Wednesday, March 2, 2011

Revelation # 127: Chai Oatmeal

Today is the first of seven days off from work, so I thought I'd make some oatmeal. I love it when days allow for puttering.

Of course, "off from work" is purely relative. I'm still writing. One deadline is Friday-- yipe-- and so, after I finish my oatmeal you won't find me lazing about with my tootsies on an ottoman. You'll find me right here, tappity-tapping away.

Oatmeal is a good way to start such a day, I think. It's a foundation of sorts. Cooking oatmeal from scratch reminds me how sad those little, sugared-up packets of instant oatmeal are. The real stuff is soooo good. And so easy. Really, why mess with perfection?

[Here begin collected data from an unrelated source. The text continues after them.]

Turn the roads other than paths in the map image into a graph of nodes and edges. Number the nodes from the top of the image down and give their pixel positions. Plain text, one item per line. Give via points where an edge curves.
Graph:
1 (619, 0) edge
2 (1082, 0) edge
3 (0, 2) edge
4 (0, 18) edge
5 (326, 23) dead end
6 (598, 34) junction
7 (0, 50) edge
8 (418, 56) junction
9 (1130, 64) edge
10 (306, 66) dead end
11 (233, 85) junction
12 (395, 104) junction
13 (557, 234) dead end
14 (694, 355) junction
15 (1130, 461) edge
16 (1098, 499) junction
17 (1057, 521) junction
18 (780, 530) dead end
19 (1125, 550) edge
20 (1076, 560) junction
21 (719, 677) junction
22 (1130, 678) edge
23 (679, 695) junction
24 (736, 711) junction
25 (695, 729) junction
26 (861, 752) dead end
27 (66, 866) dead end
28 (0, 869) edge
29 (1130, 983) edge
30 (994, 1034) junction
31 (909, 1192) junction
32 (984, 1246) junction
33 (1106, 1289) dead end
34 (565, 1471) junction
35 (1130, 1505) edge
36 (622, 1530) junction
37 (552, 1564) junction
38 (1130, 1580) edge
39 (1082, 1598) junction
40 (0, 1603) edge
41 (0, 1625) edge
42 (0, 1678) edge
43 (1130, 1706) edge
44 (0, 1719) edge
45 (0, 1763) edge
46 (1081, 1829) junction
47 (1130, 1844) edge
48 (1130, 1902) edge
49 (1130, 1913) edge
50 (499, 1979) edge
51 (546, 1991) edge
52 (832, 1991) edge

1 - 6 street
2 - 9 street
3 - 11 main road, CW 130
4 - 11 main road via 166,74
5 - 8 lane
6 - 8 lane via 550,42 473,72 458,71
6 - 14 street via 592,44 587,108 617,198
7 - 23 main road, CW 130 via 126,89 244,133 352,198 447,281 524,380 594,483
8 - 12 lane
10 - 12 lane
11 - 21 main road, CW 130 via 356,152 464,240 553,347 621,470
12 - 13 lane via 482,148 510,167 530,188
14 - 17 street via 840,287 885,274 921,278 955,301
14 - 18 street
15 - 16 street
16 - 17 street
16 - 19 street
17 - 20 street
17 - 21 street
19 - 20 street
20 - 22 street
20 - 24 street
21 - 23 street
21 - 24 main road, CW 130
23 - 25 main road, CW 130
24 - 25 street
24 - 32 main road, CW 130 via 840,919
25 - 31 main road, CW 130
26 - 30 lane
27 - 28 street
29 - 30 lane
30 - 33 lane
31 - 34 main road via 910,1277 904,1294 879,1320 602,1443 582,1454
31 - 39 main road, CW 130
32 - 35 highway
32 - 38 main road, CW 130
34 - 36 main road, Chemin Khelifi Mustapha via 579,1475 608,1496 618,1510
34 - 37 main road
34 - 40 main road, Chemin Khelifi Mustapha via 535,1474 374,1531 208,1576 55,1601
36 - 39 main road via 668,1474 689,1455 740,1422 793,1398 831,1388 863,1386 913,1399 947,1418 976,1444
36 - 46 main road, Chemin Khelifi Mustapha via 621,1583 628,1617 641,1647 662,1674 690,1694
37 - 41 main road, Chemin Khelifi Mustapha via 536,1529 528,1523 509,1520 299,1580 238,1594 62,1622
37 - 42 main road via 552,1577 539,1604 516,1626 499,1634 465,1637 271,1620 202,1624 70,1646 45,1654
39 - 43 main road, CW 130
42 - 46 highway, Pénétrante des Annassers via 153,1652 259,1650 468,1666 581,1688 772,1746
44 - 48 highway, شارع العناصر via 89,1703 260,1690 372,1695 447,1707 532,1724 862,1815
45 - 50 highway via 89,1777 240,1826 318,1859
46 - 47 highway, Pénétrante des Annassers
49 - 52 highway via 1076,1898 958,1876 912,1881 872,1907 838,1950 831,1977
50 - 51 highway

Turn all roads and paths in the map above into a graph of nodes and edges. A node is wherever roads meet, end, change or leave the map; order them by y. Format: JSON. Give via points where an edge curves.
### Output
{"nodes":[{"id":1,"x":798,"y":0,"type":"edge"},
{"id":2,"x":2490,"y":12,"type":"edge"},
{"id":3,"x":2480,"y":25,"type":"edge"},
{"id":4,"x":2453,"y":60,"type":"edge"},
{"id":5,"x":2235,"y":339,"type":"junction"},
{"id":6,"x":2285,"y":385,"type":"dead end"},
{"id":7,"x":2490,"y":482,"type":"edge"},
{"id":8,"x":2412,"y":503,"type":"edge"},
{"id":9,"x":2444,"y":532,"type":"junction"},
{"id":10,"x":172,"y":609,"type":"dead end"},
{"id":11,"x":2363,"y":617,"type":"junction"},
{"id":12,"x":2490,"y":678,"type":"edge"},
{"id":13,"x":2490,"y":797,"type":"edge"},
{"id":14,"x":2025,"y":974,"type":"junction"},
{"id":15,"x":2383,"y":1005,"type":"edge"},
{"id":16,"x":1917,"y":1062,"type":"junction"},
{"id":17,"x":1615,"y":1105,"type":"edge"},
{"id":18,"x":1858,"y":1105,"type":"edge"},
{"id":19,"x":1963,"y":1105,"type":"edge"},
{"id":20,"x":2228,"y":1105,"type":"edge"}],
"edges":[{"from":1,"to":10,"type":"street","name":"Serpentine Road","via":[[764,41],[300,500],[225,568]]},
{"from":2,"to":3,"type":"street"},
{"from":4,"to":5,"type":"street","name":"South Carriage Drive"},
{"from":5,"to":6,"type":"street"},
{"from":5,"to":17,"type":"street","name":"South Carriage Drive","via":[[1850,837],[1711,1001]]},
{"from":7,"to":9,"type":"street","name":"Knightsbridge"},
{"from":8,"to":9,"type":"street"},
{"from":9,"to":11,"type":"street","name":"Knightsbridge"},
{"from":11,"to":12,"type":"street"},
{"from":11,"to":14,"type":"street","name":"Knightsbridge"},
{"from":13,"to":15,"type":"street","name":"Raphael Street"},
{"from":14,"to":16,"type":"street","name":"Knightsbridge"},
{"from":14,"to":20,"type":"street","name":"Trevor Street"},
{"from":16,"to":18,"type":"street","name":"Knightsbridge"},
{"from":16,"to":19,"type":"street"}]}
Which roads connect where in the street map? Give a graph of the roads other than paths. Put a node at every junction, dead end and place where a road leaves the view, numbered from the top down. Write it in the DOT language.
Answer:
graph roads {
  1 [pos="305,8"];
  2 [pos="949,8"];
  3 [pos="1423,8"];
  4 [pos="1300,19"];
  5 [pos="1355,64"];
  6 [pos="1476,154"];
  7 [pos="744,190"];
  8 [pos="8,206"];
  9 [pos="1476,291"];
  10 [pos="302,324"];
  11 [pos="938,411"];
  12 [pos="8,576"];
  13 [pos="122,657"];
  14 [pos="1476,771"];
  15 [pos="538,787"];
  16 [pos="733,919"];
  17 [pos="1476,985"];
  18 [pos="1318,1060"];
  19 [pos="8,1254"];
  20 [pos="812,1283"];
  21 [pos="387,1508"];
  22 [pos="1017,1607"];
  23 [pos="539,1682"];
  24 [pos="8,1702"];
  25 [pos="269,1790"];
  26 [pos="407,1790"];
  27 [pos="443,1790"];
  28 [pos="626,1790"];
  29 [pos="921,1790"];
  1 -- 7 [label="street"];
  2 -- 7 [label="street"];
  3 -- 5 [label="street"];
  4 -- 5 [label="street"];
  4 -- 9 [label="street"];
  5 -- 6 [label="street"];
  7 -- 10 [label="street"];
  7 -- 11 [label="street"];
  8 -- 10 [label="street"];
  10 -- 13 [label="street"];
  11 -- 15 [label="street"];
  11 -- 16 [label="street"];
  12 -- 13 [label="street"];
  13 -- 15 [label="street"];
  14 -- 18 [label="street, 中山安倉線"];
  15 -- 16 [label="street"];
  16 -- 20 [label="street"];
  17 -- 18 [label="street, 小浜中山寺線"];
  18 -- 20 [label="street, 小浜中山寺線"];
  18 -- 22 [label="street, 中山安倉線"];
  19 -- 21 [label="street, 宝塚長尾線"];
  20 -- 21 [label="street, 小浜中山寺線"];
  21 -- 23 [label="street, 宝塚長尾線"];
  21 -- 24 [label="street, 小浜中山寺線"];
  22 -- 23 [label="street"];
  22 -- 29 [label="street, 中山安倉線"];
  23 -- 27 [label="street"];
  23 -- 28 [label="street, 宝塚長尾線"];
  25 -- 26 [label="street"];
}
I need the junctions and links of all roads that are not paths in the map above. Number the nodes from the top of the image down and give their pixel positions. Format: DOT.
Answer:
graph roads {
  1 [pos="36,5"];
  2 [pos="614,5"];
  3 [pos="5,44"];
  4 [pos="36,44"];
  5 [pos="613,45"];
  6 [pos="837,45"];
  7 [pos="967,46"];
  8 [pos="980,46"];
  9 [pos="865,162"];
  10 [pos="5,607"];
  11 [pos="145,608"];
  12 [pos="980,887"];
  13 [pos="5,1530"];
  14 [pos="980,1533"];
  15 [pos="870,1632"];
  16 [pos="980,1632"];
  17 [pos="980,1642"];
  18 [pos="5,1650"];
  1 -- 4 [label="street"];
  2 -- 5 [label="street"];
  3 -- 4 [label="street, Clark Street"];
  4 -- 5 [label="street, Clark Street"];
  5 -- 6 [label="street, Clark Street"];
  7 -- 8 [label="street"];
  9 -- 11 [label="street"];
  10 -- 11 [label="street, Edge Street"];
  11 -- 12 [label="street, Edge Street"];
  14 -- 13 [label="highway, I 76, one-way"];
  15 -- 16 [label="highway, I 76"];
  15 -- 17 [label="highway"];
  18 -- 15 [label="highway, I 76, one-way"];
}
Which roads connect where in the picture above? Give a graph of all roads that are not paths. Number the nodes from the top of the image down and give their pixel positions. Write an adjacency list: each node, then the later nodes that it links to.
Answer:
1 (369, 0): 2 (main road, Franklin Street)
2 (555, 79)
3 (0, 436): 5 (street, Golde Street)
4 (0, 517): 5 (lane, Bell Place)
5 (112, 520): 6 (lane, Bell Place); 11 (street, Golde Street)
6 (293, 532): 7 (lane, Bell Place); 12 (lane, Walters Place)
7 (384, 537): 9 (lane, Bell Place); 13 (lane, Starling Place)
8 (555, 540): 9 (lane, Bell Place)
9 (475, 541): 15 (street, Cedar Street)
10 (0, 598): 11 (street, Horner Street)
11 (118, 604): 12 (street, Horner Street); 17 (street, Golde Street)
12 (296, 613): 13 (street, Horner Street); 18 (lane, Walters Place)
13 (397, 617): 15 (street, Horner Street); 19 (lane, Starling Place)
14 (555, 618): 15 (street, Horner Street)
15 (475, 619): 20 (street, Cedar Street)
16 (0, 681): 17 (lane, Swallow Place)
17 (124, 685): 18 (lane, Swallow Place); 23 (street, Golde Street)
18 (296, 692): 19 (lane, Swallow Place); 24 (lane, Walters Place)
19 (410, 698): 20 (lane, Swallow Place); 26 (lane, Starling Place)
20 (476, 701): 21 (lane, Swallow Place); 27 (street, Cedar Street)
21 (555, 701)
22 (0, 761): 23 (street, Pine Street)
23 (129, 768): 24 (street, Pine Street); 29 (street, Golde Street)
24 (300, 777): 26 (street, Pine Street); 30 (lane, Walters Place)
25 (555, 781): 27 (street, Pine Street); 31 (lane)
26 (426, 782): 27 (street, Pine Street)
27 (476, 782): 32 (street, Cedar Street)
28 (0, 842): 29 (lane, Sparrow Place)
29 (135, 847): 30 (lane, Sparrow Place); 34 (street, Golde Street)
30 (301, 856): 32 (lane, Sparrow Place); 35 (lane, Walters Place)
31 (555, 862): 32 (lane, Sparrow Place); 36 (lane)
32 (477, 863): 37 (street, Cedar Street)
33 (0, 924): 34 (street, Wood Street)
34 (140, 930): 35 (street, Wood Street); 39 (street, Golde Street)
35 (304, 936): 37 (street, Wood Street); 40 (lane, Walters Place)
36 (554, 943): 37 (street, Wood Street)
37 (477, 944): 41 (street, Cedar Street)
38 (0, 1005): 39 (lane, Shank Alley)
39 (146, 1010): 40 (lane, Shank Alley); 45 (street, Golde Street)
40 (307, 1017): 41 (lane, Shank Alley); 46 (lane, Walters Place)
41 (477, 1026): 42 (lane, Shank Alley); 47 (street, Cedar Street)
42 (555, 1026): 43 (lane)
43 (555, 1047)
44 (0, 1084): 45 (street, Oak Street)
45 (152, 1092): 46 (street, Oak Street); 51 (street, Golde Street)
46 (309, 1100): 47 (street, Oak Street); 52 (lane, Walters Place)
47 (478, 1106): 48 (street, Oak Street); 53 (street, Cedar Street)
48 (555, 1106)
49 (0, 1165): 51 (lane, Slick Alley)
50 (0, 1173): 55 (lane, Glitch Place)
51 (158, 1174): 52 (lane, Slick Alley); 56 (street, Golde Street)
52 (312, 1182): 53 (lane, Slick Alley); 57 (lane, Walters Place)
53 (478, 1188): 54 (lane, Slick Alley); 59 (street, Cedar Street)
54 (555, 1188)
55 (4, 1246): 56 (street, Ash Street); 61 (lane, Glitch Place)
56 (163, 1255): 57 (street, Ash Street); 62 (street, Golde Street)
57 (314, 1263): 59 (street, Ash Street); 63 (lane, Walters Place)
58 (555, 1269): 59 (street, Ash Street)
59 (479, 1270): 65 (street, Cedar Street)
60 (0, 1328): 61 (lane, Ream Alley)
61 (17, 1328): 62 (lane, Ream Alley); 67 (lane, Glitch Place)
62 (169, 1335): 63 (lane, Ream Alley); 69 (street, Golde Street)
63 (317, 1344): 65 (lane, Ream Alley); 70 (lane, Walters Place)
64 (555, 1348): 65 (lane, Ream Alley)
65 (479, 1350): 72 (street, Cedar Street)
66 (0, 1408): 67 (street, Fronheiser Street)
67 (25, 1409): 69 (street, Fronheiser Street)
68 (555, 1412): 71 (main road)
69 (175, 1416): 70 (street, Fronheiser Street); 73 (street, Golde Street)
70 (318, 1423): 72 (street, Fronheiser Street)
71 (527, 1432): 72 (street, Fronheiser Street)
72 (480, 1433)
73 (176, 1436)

Chai Oatmeal, adapted from Molly Katzen

1 1/2 cups milk
1/4 tsp salt
1/4 tsp cardamom
1/4 tsp coriander
1/4 turmeric
1/4 tsp cinnamon
a pinch of saffron
a dash of vanilla
1 tbsp brown sugar
3/4 cup rolled oats

Put milk, salt and spices in a medium saucepan and bring to a simmer over medium heat. Lower the heat and hold the mixture at a simmer for five minutes to infuse the milk. Add the vanilla and brown sugar, and stir until the sugar dissolves. Add the oats, cover the pot, and simmer gently for about 8 minutes, or until thickened to your liking. Serve topped with chopped pistachios (optional). Makes enough for one satisfying breakfast.

I think next time I'm going to try a different profile of spices. My idea of "chai" usually consists of cinnamon, nutmeg, ginger, and black pepper. I like the addition of cardamom, but the turmeric makes it a bit too "curry" for my tastes. I betcha this would be divine with coconut milk instead of regular milk, too. Just a thought.

Ok, back to writing. Happy Wednesday!